Data items
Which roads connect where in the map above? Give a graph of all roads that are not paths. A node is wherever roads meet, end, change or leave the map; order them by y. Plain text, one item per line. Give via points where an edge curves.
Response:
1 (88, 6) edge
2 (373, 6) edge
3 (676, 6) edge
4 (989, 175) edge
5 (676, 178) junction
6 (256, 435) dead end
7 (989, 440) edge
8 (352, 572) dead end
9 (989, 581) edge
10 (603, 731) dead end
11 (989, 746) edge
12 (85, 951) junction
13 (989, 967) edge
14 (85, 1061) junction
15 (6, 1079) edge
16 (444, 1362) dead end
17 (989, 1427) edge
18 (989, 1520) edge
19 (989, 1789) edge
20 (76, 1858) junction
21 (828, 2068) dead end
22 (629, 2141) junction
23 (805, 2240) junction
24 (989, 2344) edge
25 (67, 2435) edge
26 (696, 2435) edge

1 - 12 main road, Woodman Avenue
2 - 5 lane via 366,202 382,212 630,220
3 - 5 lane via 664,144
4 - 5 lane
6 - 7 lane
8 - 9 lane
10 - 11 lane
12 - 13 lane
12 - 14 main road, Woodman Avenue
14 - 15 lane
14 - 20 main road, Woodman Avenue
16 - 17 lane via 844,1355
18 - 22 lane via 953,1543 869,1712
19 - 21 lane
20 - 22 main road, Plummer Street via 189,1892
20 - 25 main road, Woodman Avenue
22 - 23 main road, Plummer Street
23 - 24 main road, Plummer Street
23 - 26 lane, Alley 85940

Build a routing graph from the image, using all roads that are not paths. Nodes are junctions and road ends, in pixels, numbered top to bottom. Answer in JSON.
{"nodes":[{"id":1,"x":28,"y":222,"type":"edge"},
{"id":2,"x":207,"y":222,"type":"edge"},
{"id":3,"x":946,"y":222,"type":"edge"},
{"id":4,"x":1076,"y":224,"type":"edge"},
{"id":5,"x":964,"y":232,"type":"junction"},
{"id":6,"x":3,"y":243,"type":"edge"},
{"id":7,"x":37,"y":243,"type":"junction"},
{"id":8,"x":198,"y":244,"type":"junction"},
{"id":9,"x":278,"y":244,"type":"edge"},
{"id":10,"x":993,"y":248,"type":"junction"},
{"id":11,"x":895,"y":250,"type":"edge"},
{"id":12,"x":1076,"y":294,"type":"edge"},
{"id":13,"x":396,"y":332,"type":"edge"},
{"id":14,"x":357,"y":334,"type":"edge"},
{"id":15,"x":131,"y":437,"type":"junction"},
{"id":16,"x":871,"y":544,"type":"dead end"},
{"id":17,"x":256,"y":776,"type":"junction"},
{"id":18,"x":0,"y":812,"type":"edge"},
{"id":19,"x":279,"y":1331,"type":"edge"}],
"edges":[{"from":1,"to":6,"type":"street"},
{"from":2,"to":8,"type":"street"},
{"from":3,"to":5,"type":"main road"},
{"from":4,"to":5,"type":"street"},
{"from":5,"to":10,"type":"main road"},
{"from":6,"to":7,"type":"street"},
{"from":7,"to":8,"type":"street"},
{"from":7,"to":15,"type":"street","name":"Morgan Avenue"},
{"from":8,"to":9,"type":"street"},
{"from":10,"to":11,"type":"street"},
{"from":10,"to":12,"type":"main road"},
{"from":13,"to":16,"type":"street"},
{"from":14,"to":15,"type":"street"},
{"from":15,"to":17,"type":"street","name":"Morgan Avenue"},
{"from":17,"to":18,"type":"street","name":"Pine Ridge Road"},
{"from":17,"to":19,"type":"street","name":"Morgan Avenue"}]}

# Task:
The answer is every entry, copied word for word.

# Your response:
Which roads connect where in the map above? Give a graph of all roads that are not paths. A node is wherever roads meet, end, change or leave the map; order them by y. Plain text, one item per line. Give via points where an edge curves.
Response:
1 (88, 6) edge
2 (373, 6) edge
3 (676, 6) edge
4 (989, 175) edge
5 (676, 178) junction
6 (256, 435) dead end
7 (989, 440) edge
8 (352, 572) dead end
9 (989, 581) edge
10 (603, 731) dead end
11 (989, 746) edge
12 (85, 951) junction
13 (989, 967) edge
14 (85, 1061) junction
15 (6, 1079) edge
16 (444, 1362) dead end
17 (989, 1427) edge
18 (989, 1520) edge
19 (989, 1789) edge
20 (76, 1858) junction
21 (828, 2068) dead end
22 (629, 2141) junction
23 (805, 2240) junction
24 (989, 2344) edge
25 (67, 2435) edge
26 (696, 2435) edge

1 - 12 main road, Woodman Avenue
2 - 5 lane via 366,202 382,212 630,220
3 - 5 lane via 664,144
4 - 5 lane
6 - 7 lane
8 - 9 lane
10 - 11 lane
12 - 13 lane
12 - 14 main road, Woodman Avenue
14 - 15 lane
14 - 20 main road, Woodman Avenue
16 - 17 lane via 844,1355
18 - 22 lane via 953,1543 869,1712
19 - 21 lane
20 - 22 main road, Plummer Street via 189,1892
20 - 25 main road, Woodman Avenue
22 - 23 main road, Plummer Street
23 - 24 main road, Plummer Street
23 - 26 lane, Alley 85940

Build a routing graph from the image, using all roads that are not paths. Nodes are junctions and road ends, in pixels, numbered top to bottom. Answer in JSON.
{"nodes":[{"id":1,"x":28,"y":222,"type":"edge"},
{"id":2,"x":207,"y":222,"type":"edge"},
{"id":3,"x":946,"y":222,"type":"edge"},
{"id":4,"x":1076,"y":224,"type":"edge"},
{"id":5,"x":964,"y":232,"type":"junction"},
{"id":6,"x":3,"y":243,"type":"edge"},
{"id":7,"x":37,"y":243,"type":"junction"},
{"id":8,"x":198,"y":244,"type":"junction"},
{"id":9,"x":278,"y":244,"type":"edge"},
{"id":10,"x":993,"y":248,"type":"junction"},
{"id":11,"x":895,"y":250,"type":"edge"},
{"id":12,"x":1076,"y":294,"type":"edge"},
{"id":13,"x":396,"y":332,"type":"edge"},
{"id":14,"x":357,"y":334,"type":"edge"},
{"id":15,"x":131,"y":437,"type":"junction"},
{"id":16,"x":871,"y":544,"type":"dead end"},
{"id":17,"x":256,"y":776,"type":"junction"},
{"id":18,"x":0,"y":812,"type":"edge"},
{"id":19,"x":279,"y":1331,"type":"edge"}],
"edges":[{"from":1,"to":6,"type":"street"},
{"from":2,"to":8,"type":"street"},
{"from":3,"to":5,"type":"main road"},
{"from":4,"to":5,"type":"street"},
{"from":5,"to":10,"type":"main road"},
{"from":6,"to":7,"type":"street"},
{"from":7,"to":8,"type":"street"},
{"from":7,"to":15,"type":"street","name":"Morgan Avenue"},
{"from":8,"to":9,"type":"street"},
{"from":10,"to":11,"type":"street"},
{"from":10,"to":12,"type":"main road"},
{"from":13,"to":16,"type":"street"},
{"from":14,"to":15,"type":"street"},
{"from":15,"to":17,"type":"street","name":"Morgan Avenue"},
{"from":17,"to":18,"type":"street","name":"Pine Ridge Road"},
{"from":17,"to":19,"type":"street","name":"Morgan Avenue"}]}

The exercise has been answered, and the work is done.